Problem statement
Look through the records, and wherever the string "Atkinson" turns up, copy out that line.

══ Given data

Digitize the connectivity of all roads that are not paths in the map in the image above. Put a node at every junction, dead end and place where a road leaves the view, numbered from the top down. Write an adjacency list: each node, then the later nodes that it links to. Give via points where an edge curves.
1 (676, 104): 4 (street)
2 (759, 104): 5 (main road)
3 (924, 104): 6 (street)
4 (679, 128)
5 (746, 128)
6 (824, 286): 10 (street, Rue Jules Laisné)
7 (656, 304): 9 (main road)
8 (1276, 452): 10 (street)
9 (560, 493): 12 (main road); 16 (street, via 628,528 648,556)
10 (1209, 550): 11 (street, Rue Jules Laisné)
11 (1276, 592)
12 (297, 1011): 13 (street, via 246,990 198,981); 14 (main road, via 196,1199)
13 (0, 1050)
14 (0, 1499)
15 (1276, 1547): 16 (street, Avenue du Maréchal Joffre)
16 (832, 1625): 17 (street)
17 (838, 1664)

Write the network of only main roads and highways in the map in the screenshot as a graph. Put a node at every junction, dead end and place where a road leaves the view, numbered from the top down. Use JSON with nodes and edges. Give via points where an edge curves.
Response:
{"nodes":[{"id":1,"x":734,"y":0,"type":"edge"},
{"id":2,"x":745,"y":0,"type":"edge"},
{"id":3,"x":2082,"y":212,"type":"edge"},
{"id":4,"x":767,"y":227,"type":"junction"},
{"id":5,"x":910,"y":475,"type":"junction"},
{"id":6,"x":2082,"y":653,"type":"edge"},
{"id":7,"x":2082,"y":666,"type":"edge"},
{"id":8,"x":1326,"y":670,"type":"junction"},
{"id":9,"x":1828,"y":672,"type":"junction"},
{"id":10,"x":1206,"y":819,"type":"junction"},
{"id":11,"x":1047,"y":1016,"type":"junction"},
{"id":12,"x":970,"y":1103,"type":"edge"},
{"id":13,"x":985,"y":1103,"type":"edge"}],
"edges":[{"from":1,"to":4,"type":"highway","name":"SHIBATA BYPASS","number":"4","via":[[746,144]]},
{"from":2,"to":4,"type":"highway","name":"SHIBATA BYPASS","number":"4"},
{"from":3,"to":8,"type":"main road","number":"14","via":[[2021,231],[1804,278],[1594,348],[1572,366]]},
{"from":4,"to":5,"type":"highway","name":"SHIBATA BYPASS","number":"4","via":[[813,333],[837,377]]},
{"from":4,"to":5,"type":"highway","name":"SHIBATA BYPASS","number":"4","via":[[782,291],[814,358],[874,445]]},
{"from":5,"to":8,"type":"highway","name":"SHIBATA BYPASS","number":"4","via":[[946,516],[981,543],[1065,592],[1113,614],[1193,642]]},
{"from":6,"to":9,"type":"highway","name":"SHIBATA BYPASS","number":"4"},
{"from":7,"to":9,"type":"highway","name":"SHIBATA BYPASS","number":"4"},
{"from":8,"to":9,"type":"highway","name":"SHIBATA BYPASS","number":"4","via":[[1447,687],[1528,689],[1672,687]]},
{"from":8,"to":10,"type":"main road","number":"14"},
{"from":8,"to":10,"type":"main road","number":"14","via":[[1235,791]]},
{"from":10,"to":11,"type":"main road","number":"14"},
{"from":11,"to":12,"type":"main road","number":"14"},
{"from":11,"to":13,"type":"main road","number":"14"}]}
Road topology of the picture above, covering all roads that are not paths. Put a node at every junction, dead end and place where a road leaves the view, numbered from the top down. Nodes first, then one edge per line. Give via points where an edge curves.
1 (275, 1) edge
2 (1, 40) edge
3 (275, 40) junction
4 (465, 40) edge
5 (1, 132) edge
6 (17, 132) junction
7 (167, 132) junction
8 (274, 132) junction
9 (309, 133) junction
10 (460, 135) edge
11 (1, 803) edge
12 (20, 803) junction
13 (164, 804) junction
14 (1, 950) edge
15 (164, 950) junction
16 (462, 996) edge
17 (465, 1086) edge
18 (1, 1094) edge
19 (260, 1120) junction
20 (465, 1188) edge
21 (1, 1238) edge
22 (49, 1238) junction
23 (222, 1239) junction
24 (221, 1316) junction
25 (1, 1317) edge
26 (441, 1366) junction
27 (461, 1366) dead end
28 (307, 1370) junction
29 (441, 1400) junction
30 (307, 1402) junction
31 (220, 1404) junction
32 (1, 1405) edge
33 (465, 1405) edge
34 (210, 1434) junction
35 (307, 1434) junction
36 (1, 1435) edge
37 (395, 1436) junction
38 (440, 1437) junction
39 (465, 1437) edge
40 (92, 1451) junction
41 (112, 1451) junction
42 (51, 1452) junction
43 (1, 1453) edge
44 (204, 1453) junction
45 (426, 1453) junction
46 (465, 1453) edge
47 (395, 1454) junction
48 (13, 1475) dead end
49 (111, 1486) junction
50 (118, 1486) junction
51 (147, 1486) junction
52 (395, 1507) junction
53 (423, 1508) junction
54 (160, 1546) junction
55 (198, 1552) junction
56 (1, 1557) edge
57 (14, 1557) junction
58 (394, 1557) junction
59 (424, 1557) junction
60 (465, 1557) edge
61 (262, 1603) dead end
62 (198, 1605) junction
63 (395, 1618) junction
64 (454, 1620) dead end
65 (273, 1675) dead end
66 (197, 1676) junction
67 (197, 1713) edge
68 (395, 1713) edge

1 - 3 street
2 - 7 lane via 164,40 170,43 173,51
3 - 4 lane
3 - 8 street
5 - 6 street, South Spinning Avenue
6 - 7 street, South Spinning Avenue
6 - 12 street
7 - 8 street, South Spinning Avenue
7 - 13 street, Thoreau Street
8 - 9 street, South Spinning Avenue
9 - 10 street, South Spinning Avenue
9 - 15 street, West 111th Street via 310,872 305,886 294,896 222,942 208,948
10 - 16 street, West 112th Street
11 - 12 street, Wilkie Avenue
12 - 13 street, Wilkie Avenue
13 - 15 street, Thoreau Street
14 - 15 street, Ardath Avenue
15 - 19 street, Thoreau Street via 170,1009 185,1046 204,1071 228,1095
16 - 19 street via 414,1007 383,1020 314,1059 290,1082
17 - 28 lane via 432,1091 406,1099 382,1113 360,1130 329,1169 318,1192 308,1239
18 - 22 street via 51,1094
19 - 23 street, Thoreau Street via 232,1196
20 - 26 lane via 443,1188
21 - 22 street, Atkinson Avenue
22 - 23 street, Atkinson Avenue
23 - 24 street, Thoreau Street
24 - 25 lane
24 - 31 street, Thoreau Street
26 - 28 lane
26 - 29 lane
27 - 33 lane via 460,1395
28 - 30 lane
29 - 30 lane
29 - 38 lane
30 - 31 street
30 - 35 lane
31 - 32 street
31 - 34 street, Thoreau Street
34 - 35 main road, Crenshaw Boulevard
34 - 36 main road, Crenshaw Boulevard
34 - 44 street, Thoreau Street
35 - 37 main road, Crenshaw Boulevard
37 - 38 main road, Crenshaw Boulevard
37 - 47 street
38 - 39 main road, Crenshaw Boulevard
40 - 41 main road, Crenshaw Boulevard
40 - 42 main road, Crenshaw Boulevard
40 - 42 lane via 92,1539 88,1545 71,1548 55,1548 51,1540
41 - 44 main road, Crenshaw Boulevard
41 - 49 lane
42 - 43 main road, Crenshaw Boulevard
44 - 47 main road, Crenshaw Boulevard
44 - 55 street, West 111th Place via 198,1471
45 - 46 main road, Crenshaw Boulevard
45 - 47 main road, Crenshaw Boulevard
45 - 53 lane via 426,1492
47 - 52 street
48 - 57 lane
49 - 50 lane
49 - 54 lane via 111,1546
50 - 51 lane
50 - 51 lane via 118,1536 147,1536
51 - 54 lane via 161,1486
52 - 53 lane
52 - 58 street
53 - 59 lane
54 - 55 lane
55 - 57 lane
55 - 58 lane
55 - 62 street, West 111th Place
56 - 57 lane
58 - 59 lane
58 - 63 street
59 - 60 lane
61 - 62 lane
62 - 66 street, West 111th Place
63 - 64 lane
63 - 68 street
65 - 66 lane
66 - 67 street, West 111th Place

════

Result for this task
21 - 22 street, Atkinson Avenue
22 - 23 street, Atkinson Avenue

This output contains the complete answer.